DATA FOR PROCESSING:
'''
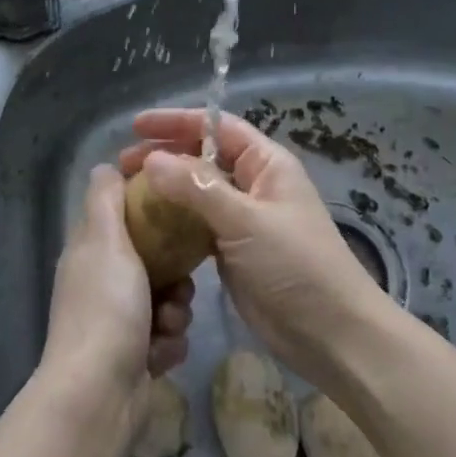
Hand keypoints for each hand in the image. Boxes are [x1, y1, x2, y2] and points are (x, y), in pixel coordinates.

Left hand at [40, 164, 193, 429]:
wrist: (99, 394)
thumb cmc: (106, 308)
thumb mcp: (105, 240)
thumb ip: (106, 199)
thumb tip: (105, 166)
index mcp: (90, 250)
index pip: (124, 214)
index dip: (151, 208)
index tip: (179, 209)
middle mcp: (101, 281)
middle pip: (153, 258)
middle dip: (175, 273)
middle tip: (181, 282)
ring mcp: (116, 320)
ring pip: (166, 297)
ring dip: (175, 311)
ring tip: (169, 324)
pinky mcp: (134, 354)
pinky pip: (166, 334)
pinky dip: (168, 343)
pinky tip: (161, 353)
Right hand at [118, 109, 393, 388]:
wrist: (332, 335)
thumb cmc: (296, 266)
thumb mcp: (246, 221)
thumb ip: (196, 188)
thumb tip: (151, 160)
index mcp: (266, 164)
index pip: (216, 127)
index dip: (176, 122)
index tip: (137, 125)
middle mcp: (254, 184)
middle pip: (202, 158)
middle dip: (164, 156)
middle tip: (123, 165)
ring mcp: (243, 219)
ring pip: (196, 193)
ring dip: (164, 190)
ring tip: (127, 195)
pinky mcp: (233, 251)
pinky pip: (196, 226)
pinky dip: (172, 222)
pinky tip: (146, 228)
'''
DIRECTIONS: Word for word, return the entries above, but without any pictures.

ANSWER BOX:
Hand keypoints for each hand in the image. Boxes are [x1, y1, x2, y2] and points are (x, y), in pixel coordinates.

Left hand at [40, 164, 193, 429]:
wrist: (99, 394)
thumb cmc: (106, 308)
thumb mcp: (105, 240)
thumb ip: (106, 199)
thumb tip: (105, 166)
index mcp: (90, 250)
index pip: (124, 214)
index dip: (151, 208)
index tip: (179, 209)
middle mcp: (101, 281)
middle pip: (153, 258)
middle dip: (175, 273)
middle tip: (181, 282)
ring mcp: (116, 320)
ring pip: (166, 297)
ring dip: (175, 311)
ring tip: (169, 324)
pinky mcp: (134, 354)
pinky pip: (166, 334)
pinky dip: (168, 343)
pinky tip: (161, 353)
Right hand at [118, 109, 393, 388]:
wrist: (332, 335)
thumb cmc: (296, 266)
thumb mcp: (246, 221)
thumb ip: (196, 188)
thumb tip: (151, 160)
index mcp: (266, 164)
index pip: (216, 127)
index dip: (176, 122)
index tip: (137, 125)
middle mcp: (254, 184)
middle pip: (202, 158)
middle dip: (164, 156)
middle tip: (123, 165)
ring mcp: (243, 219)
ring pip: (196, 193)
ring dip: (164, 190)
ring tip: (127, 195)
pinky mcp: (233, 251)
pinky pip: (196, 226)
pinky dip: (172, 222)
pinky tip: (146, 228)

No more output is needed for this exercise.